I. UMUM
Bahwa
kemerdekaan menyatakan pikiran dan kebebasan berpendapat serta hak memperoleh
informasi melalui penggunaan dan pemanfaatan Teknologi Informasi dan komunikasi
ditujukan untuk memajukan kesejahteraan umum, dan mencerdaskan kehidupan bangsa
serta memberikan rasa aman, keadilan, dan kepastian hukum bagi pengguna dan Penyelenggara
Sistem Elektronik.
Dalam
kehidupan bermasyarakat, berbangsa, dan bernegara, hak dan kebebasan melalui
penggunaan dan pemanfaatan Teknologi Informasi tersebut dilakukan dengan
mempertimbangkan pembatasan yang ditetapkan dengan undang-undang dengan maksud
semata-mata untuk menjamin pengakuan serta penghormatan atas hak dan kebebasan
orang lain dan untuk memenuhi tuntutan yang adil sesuai dengan pertimbangan
moral, nilai-nilai agama, keamanan, dan ketertiban umum dalam suatu masyarakat demokratis.
Undang-Undang
Nomor 11 Tahun 2008 tentang Informasi dan Transaksi Elektronik (UU ITE) adalah
undang-undang pertama di bidang Teknologi Informasi dan Transaksi Elektronik
sebagai produk legislasi yang sangat dibutuhkan dan telah menjadi pionir yang
meletakkan dasar pengaturan di bidang pemanfaatan Teknologi Informasi dan
Transaksi Elektronik. Akan tetapi, dalam kenyataannya, perjalanan implementasi
dari UU ITE mengalami persoalan-persoalan.
Pertama,
terhadap Undang-Undang ini telah diajukan beberapa kali uji materiil di
Mahkamah Konstitusi dengan Putusan Mahkamah Konstitusi Nomor 50/PUU-VI/2008,
Nomor 2/PUU-VII/2009, Nomor 5/PUU-VIII/2010, dan Nomor 20/PUU-XIV/2016.
Berdasarkan
Putusan Mahkamah Konstitusi Nomor 50/PUU-VI/2008 dan Nomor 2/PUU-VII/2009,
tindak pidana penghinaan dan pencemaran nama baik dalam bidang Informasi
Elektronik dan Transaksi Elektronik bukan semata-mata sebagai tindak pidana
umum, melainkan sebagai delik aduan. Penegasan mengenai delik aduan dimaksudkan
agar selaras dengan asas kepastian hukum dan rasa keadilan masyarakat.
Berdasarkan
Putusan Mahkamah Konstitusi Nomor 5/PUU-VIII/2010, Mahkamah Konstitusi
berpendapat bahwa kegiatan dan kewenangan penyadapan merupakan hal yang sangat
sensitif karena di satu sisi merupakan pembatasan hak asasi manusia, tetapi di
sisi lain memiliki aspek kepentingan hukum. Oleh karena itu, pengaturan (regulation)

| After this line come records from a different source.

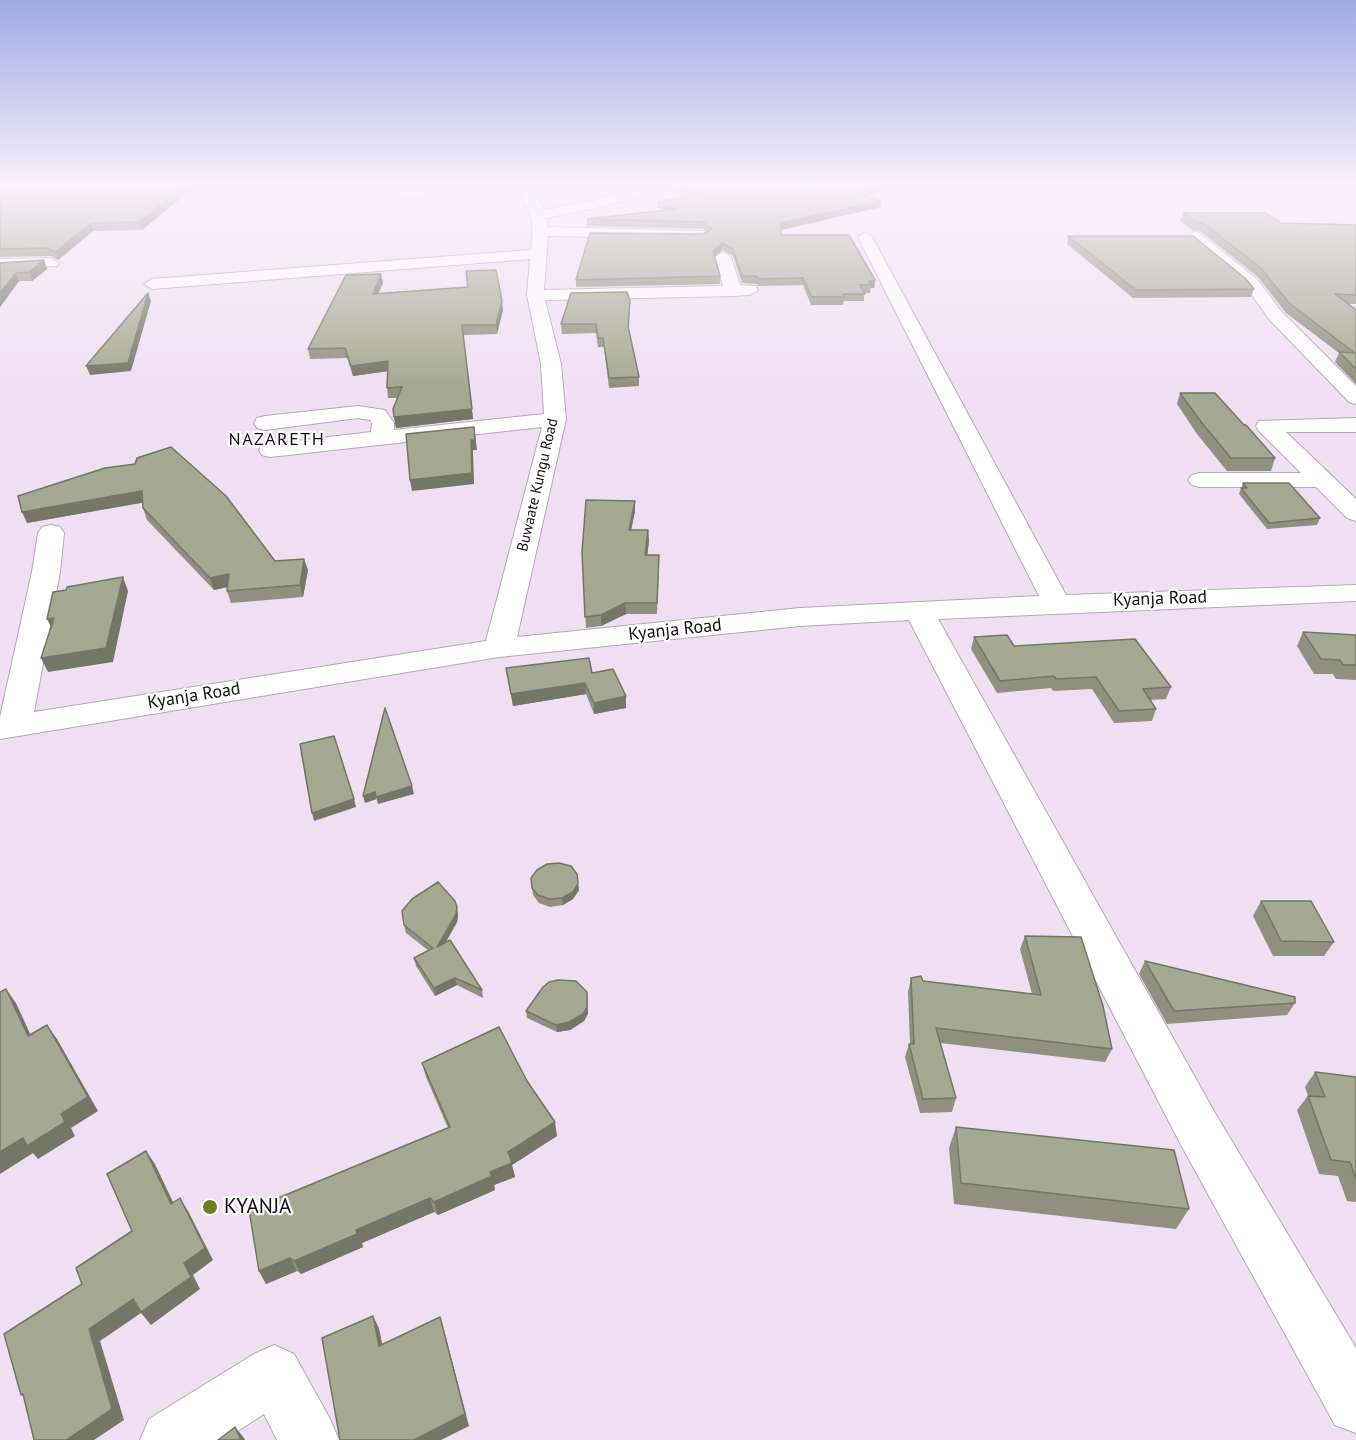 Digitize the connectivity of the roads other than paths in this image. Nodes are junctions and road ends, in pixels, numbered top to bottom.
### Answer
1 (539, 251) edge
2 (872, 251) edge
3 (1213, 251) edge
4 (539, 255) junction
5 (723, 257) edge
6 (51, 263) edge
7 (0, 264) edge
8 (152, 284) dead end
9 (535, 295) junction
10 (1356, 398) edge
11 (555, 419) junction
12 (265, 423) dead end
13 (1356, 425) edge
14 (382, 439) junction
15 (270, 450) dead end
16 (1200, 480) dead end
17 (1322, 480) junction
18 (1356, 513) edge
19 (51, 533) dead end
20 (1356, 593) edge
21 (1057, 604) junction
22 (919, 611) junction
23 (500, 648) junction
24 (8, 726) edge
25 (1356, 1404) edge
26 (170, 1440) edge
27 (309, 1440) edge

1 - 4 street, Buwaate Kungu Road
2 - 21 street
3 - 10 street
4 - 8 street
4 - 9 street, Buwaate Kungu Road
5 - 9 street
6 - 7 street
9 - 11 street, Buwaate Kungu Road
11 - 14 street
11 - 23 street, Buwaate Kungu Road
12 - 14 street
13 - 17 street
14 - 15 street
16 - 17 street
17 - 18 street
19 - 24 street
20 - 21 street, Kyanja Road
21 - 22 street, Kyanja Road
22 - 23 street, Kyanja Road
22 - 25 street
23 - 24 street, Kyanja Road
26 - 27 street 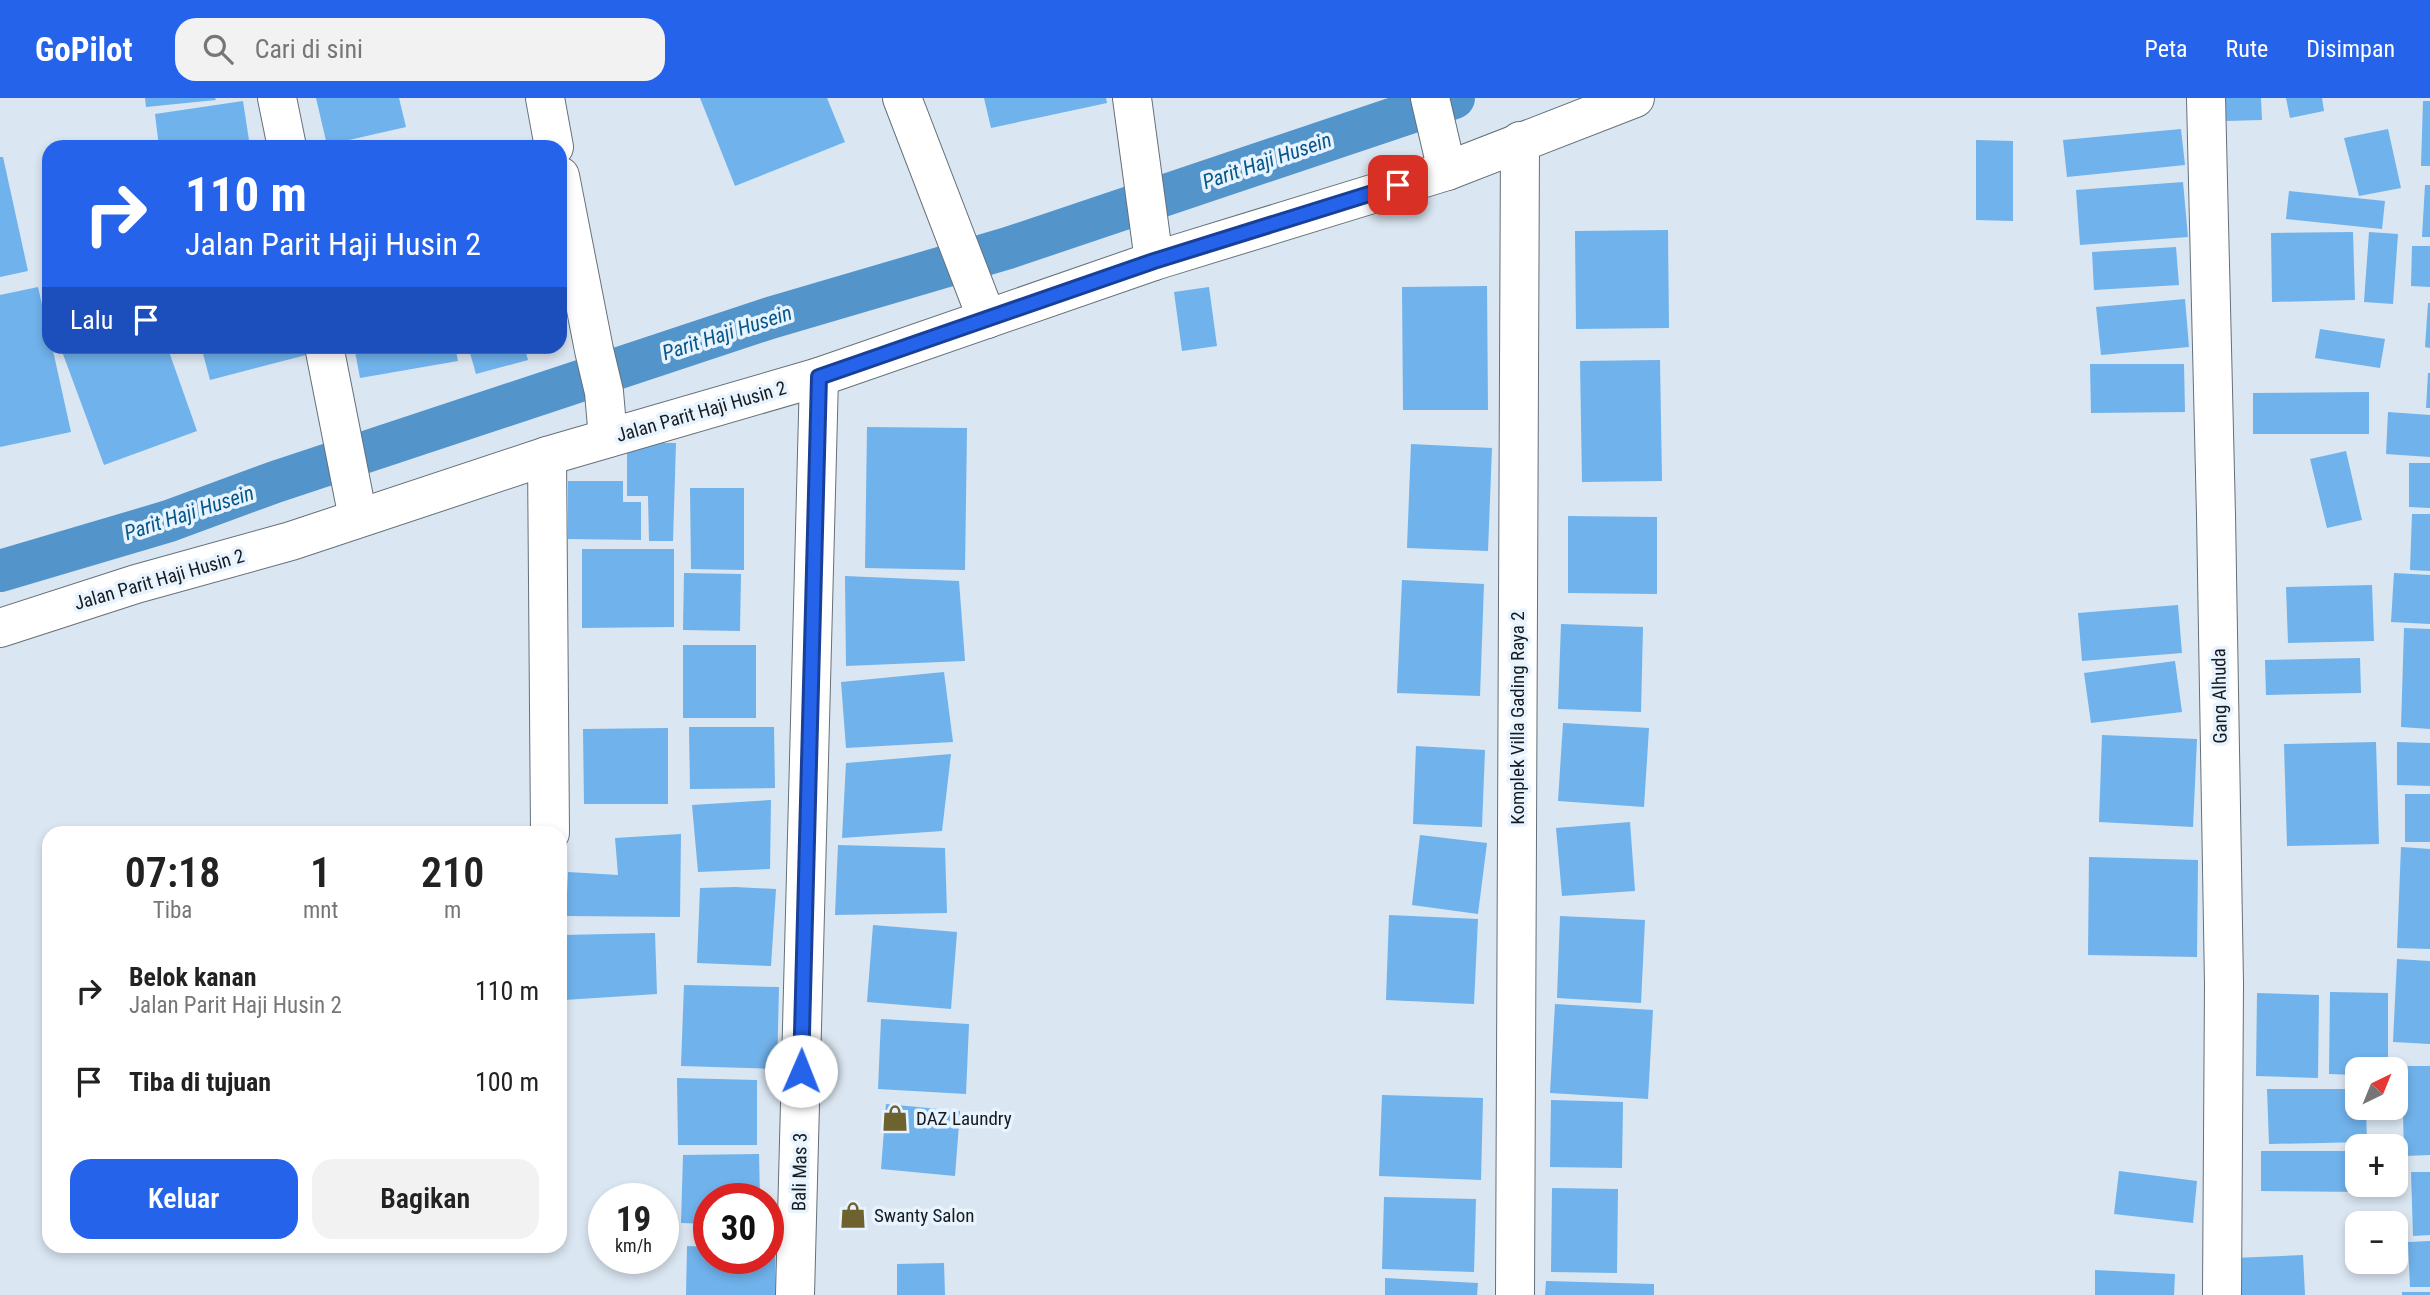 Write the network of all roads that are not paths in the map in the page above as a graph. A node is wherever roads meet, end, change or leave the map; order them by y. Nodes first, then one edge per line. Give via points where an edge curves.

mengenai legalitas penyadapan harus dibentuk dan diformulasikan secara tepat
sesuai dengan Undang-Undang Dasar Negara Republik Indonesia Tahun 1945. Di samping
itu, Mahkamah berpendapat bahwa karena penyadapan merupakan pelanggaran atas
hak asasi manusia sebagaimana ditegaskan dalam Pasal 28J ayat (2) Undang-Undang
Dasar Negara Republik Indonesia Tahun 1945, sangat wajar dan sudah sepatutnya
jika negara ingin menyimpangi hak privasi warga negara tersebut, negara
haruslah menyimpanginya dalam bentuk undang-undang dan bukan dalam bentuk
peraturan pemerintah.
Selain
itu, berdasarkan Putusan Mahkamah Konstitusi Nomor 20/PUU-XIV/2016, Mahkamah
Konstitusi berpendapat bahwa untuk mencegah terjadinya perbedaan penafsiran
terhadap Pasal 5 ayat (1) dan ayat (2) UU ITE, Mahkamah menegaskan bahwa setiap
intersepsi harus dilakukan secara sah, terlebih lagi dalam rangka penegakan
hukum. Oleh karena itu, Mahkamah dalam amar putusannya menambahkan kata atau frasa
“khususnya” terhadap frasa “Informasi Elektronik dan/atau Dokumen Elektronik”.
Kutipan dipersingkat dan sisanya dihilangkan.